Task instructions: Every line below that holds the string "Rosa" must be copied.

- - - - -

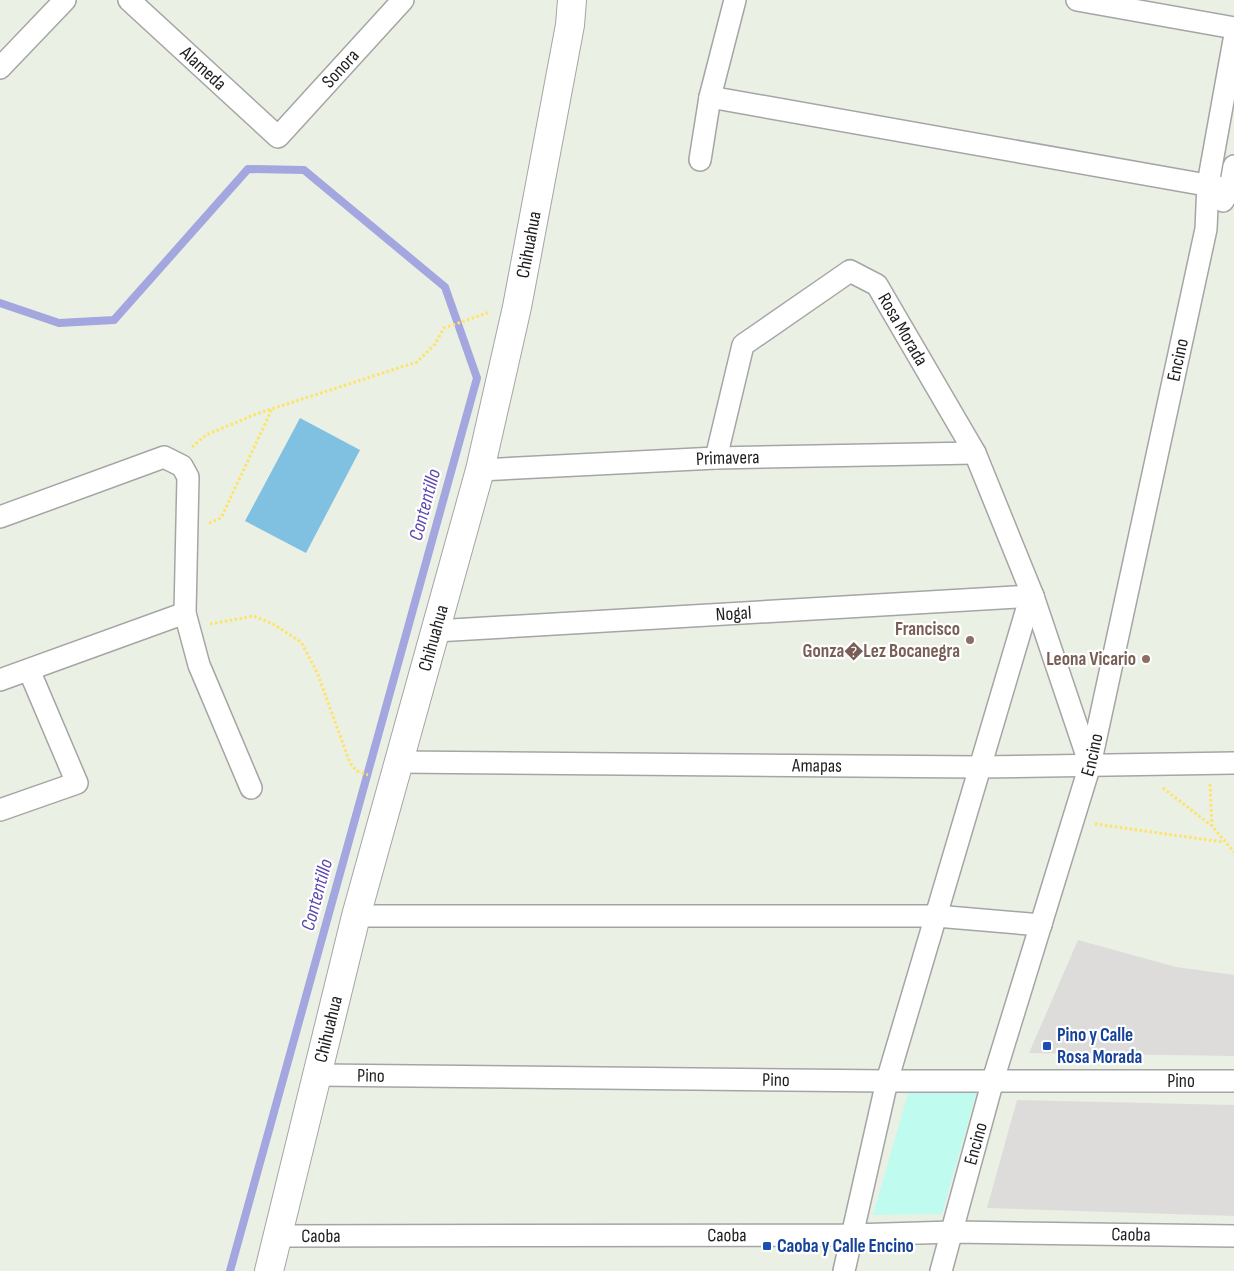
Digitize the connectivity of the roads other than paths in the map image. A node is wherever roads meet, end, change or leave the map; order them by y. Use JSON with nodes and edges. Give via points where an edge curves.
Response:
{"nodes":[{"id":1,"x":65,"y":0,"type":"edge"},
{"id":2,"x":129,"y":0,"type":"edge"},
{"id":3,"x":403,"y":0,"type":"edge"},
{"id":4,"x":572,"y":0,"type":"edge"},
{"id":5,"x":735,"y":0,"type":"edge"},
{"id":6,"x":1077,"y":0,"type":"edge"},
{"id":7,"x":1234,"y":28,"type":"edge"},
{"id":8,"x":1234,"y":40,"type":"edge"},
{"id":9,"x":0,"y":68,"type":"edge"},
{"id":10,"x":710,"y":97,"type":"junction"},
{"id":11,"x":278,"y":137,"type":"joint"},
{"id":12,"x":700,"y":160,"type":"dead end"},
{"id":13,"x":1234,"y":166,"type":"edge"},
{"id":14,"x":1208,"y":184,"type":"junction"},
{"id":15,"x":1232,"y":189,"type":"edge"},
{"id":16,"x":1206,"y":229,"type":"junction"},
{"id":17,"x":975,"y":452,"type":"junction"},
{"id":18,"x":716,"y":458,"type":"junction"},
{"id":19,"x":480,"y":470,"type":"junction"},
{"id":20,"x":0,"y":517,"type":"edge"},
{"id":21,"x":1033,"y":596,"type":"junction"},
{"id":22,"x":187,"y":620,"type":"junction"},
{"id":23,"x":434,"y":631,"type":"junction"},
{"id":24,"x":29,"y":670,"type":"junction"},
{"id":25,"x":0,"y":680,"type":"edge"},
{"id":26,"x":1234,"y":763,"type":"edge"},
{"id":27,"x":1090,"y":765,"type":"junction"},
{"id":28,"x":980,"y":767,"type":"junction"},
{"id":29,"x":395,"y":773,"type":"junction"},
{"id":30,"x":251,"y":788,"type":"dead end"},
{"id":31,"x":0,"y":810,"type":"edge"},
{"id":32,"x":356,"y":916,"type":"junction"},
{"id":33,"x":936,"y":916,"type":"junction"},
{"id":34,"x":1042,"y":925,"type":"junction"},
{"id":35,"x":317,"y":1075,"type":"junction"},
{"id":36,"x":993,"y":1080,"type":"junction"},
{"id":37,"x":887,"y":1081,"type":"junction"},
{"id":38,"x":1234,"y":1081,"type":"edge"},
{"id":39,"x":953,"y":1232,"type":"junction"},
{"id":40,"x":852,"y":1235,"type":"junction"},
{"id":41,"x":279,"y":1236,"type":"junction"},
{"id":42,"x":1234,"y":1236,"type":"edge"},
{"id":43,"x":269,"y":1271,"type":"edge"},
{"id":44,"x":844,"y":1271,"type":"edge"},
{"id":45,"x":941,"y":1271,"type":"edge"}],
"edges":[{"from":1,"to":9,"type":"street"},
{"from":2,"to":11,"type":"street","name":"Alameda"},
{"from":3,"to":11,"type":"street","name":"Sonora"},
{"from":4,"to":19,"type":"street","name":"Chihuahua","via":[[517,307]]},
{"from":5,"to":10,"type":"street"},
{"from":6,"to":7,"type":"street"},
{"from":8,"to":14,"type":"street"},
{"from":10,"to":12,"type":"street"},
{"from":10,"to":14,"type":"street"},
{"from":13,"to":15,"type":"street"},
{"from":14,"to":15,"type":"street"},
{"from":14,"to":16,"type":"street"},
{"from":15,"to":16,"type":"street"},
{"from":16,"to":27,"type":"street","name":"Encino"},
{"from":17,"to":18,"type":"street","name":"Primavera"},
{"from":17,"to":18,"type":"street","name":"Rosa Morada","via":[[877,285],[850,271],[743,345]]},
{"from":17,"to":21,"type":"street","name":"Rosa Morada"},
{"from":18,"to":19,"type":"street","name":"Primavera"},
{"from":19,"to":23,"type":"street","name":"Chihuahua"},
{"from":20,"to":22,"type":"street","via":[[164,457],[182,466],[188,477]]},
{"from":21,"to":23,"type":"street","name":"Nogal"},
{"from":21,"to":27,"type":"street","name":"Rosa Morada"},
{"from":21,"to":28,"type":"street"},
{"from":22,"to":24,"type":"street"},
{"from":22,"to":30,"type":"street","via":[[199,665]]},
{"from":23,"to":29,"type":"street","name":"Chihuahua"},
{"from":24,"to":25,"type":"street"},
{"from":24,"to":31,"type":"street","via":[[77,783]]},
{"from":26,"to":27,"type":"street","name":"Amapas"},
{"from":27,"to":28,"type":"street","name":"Amapas"},
{"from":27,"to":34,"type":"street","name":"Encino"},
{"from":28,"to":29,"type":"street","name":"Amapas"},
{"from":28,"to":33,"type":"street"},
{"from":29,"to":32,"type":"street","name":"Chihuahua"},
{"from":32,"to":33,"type":"street"},
{"from":32,"to":35,"type":"street","name":"Chihuahua"},
{"from":33,"to":34,"type":"street"},
{"from":33,"to":37,"type":"street"},
{"from":34,"to":36,"type":"street","name":"Encino"},
{"from":35,"to":37,"type":"street","name":"Pino"},
{"from":35,"to":41,"type":"street","name":"Chihuahua"},
{"from":36,"to":37,"type":"street","name":"Pino"},
{"from":36,"to":38,"type":"street","name":"Pino"},
{"from":36,"to":39,"type":"street","name":"Encino"},
{"from":37,"to":40,"type":"street"},
{"from":39,"to":40,"type":"street","name":"Caoba"},
{"from":39,"to":42,"type":"street","name":"Caoba"},
{"from":39,"to":45,"type":"street","name":"Encino"},
{"from":40,"to":41,"type":"street","name":"Caoba"},
{"from":40,"to":44,"type":"street"},
{"from":41,"to":43,"type":"street","name":"Chihuahua"}]}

- - - - -

Result below:
{"from":17,"to":18,"type":"street","name":"Rosa Morada","via":[[877,285],[850,271],[743,345]]},
{"from":17,"to":21,"type":"street","name":"Rosa Morada"},
{"from":21,"to":27,"type":"street","name":"Rosa Morada"},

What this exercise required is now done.